## [INPUT DATA]
[Start of section]

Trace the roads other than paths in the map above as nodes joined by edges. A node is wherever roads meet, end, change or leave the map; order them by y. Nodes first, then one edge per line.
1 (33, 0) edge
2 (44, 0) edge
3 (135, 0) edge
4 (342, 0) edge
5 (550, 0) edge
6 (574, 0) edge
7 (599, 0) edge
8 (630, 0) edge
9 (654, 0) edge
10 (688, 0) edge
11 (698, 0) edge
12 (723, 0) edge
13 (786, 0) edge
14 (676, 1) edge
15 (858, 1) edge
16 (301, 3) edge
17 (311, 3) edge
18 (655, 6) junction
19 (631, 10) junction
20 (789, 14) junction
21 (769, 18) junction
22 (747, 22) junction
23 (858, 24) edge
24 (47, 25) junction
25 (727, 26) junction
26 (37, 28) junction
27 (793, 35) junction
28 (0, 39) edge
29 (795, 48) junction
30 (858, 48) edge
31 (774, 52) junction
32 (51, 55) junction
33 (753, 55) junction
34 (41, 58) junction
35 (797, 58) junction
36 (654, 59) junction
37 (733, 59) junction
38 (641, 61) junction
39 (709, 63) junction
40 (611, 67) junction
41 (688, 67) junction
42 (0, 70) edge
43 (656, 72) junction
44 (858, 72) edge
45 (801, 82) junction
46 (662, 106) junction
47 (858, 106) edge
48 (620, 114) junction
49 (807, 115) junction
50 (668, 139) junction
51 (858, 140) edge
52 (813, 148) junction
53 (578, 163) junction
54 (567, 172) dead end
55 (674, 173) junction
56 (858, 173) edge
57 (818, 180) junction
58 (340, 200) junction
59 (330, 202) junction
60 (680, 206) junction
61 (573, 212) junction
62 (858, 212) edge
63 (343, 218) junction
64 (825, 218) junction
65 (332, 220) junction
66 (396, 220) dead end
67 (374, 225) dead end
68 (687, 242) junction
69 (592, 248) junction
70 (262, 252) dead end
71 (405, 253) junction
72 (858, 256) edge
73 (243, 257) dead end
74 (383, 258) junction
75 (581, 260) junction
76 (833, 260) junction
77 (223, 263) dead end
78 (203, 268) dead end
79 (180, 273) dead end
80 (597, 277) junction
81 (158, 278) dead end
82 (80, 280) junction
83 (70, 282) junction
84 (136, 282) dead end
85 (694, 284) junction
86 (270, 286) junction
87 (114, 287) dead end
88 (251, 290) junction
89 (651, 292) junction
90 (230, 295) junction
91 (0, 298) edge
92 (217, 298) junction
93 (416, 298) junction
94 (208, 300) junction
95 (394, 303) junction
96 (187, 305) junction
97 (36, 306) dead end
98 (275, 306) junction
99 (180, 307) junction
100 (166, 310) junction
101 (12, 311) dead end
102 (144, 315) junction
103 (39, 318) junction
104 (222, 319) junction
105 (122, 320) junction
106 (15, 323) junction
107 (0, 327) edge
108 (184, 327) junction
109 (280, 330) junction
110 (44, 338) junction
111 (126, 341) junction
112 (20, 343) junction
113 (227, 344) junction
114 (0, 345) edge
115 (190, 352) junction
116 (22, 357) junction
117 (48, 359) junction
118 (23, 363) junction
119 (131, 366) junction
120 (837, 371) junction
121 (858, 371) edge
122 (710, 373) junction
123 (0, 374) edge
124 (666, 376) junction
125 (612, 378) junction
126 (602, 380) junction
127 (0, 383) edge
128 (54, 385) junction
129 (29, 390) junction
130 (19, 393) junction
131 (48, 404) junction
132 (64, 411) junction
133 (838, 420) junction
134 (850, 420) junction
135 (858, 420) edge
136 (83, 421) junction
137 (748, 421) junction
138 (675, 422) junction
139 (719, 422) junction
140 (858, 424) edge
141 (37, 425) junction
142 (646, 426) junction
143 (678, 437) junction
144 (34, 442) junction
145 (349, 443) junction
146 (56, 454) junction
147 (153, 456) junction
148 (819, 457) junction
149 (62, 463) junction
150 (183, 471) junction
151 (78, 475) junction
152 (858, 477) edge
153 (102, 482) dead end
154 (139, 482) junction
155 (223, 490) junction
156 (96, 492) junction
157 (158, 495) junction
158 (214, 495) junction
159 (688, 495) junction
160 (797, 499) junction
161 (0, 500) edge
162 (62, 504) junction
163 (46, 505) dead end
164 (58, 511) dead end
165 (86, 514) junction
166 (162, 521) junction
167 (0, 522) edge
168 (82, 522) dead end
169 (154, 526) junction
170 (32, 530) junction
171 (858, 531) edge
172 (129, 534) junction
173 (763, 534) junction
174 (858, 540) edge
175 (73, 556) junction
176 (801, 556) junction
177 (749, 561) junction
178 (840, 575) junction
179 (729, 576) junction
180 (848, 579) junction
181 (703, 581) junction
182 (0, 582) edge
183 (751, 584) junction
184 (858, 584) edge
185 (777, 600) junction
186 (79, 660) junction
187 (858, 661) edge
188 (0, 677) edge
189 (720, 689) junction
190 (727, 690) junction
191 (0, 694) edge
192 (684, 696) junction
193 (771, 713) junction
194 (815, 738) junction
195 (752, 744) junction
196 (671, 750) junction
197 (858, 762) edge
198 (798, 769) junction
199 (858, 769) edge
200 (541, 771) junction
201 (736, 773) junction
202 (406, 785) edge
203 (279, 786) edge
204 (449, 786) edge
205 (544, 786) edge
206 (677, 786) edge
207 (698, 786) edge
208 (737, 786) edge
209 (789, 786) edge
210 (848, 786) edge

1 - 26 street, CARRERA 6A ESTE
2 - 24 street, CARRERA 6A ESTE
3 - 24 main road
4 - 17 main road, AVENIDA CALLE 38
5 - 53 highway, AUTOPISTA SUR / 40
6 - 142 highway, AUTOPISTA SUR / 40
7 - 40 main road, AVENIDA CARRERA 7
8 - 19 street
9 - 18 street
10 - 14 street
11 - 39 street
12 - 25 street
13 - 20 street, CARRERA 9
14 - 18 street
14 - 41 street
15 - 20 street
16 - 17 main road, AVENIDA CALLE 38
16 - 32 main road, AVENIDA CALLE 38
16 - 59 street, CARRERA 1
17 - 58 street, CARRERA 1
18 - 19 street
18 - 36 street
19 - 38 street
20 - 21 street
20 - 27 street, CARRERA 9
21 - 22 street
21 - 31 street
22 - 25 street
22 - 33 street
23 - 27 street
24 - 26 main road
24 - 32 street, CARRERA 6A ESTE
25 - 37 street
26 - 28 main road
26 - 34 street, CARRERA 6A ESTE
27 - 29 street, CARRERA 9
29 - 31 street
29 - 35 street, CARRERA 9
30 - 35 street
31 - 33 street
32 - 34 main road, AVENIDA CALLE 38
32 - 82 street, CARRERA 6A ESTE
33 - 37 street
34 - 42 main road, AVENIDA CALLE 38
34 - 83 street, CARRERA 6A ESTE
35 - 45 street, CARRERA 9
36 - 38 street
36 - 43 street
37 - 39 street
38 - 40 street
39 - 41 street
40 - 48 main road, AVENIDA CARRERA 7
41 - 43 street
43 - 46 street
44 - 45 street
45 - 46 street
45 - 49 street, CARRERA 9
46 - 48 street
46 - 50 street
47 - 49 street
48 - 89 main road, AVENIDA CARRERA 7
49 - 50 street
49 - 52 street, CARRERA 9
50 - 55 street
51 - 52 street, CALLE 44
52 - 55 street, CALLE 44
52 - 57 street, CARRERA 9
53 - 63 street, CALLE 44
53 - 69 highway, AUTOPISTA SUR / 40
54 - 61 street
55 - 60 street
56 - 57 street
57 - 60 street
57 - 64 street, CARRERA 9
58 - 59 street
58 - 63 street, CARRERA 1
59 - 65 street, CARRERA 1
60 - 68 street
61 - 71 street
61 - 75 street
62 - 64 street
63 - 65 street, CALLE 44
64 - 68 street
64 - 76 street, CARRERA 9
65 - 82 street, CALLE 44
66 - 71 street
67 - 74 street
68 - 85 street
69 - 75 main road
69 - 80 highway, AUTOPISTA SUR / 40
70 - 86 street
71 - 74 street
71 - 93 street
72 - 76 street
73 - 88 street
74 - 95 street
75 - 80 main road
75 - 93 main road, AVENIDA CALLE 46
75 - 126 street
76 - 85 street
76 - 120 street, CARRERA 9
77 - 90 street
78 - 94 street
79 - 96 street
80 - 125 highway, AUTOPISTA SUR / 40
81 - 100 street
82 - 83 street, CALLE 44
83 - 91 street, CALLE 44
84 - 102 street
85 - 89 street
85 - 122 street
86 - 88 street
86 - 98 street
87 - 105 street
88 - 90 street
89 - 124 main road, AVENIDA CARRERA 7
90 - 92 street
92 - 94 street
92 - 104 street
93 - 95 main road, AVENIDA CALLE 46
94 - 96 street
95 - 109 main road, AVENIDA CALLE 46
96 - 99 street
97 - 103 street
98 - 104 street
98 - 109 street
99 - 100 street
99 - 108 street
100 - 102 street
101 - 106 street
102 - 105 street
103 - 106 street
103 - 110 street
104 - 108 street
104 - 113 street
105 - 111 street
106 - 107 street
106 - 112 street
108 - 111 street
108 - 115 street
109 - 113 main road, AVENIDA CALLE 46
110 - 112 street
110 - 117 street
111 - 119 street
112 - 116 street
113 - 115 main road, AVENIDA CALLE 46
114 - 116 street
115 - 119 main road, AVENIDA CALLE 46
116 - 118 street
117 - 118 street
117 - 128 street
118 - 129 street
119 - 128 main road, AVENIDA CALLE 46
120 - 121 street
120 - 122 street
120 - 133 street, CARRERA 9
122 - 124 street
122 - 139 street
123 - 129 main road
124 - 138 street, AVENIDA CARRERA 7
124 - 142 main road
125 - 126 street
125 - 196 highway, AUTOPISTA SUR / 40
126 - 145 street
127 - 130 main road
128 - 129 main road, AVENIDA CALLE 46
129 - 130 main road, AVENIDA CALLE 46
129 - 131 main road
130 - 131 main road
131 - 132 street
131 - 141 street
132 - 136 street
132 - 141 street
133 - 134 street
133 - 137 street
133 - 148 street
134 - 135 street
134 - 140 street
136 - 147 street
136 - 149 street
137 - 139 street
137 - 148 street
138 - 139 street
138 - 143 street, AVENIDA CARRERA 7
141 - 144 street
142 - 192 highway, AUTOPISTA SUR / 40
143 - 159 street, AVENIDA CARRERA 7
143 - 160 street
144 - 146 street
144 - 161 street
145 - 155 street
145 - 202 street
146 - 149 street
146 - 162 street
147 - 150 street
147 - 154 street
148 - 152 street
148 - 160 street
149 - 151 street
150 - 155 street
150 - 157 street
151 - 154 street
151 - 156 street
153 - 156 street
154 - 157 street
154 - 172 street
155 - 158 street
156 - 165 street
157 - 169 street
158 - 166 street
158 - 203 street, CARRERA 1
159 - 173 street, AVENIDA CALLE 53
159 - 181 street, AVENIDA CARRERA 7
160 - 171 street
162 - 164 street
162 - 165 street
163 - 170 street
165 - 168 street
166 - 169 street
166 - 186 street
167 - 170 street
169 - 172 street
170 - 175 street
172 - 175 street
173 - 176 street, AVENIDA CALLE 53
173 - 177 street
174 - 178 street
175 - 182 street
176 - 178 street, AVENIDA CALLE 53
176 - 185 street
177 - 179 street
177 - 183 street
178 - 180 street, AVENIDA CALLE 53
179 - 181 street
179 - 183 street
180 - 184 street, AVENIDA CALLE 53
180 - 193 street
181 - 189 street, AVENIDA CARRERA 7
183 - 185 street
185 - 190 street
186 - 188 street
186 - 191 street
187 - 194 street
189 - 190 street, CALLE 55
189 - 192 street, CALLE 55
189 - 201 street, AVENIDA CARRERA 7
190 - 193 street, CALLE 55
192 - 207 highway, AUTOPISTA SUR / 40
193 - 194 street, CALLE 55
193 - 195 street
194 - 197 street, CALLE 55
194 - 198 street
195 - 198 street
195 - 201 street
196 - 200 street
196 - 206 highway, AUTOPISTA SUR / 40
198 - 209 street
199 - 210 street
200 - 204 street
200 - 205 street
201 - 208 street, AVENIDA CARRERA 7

[End of section]

When the word "ESTE" appears in a line of the listing, pull that line out.

1 - 26 street, CARRERA 6A ESTE
2 - 24 street, CARRERA 6A ESTE
24 - 32 street, CARRERA 6A ESTE
26 - 34 street, CARRERA 6A ESTE
32 - 82 street, CARRERA 6A ESTE
34 - 83 street, CARRERA 6A ESTE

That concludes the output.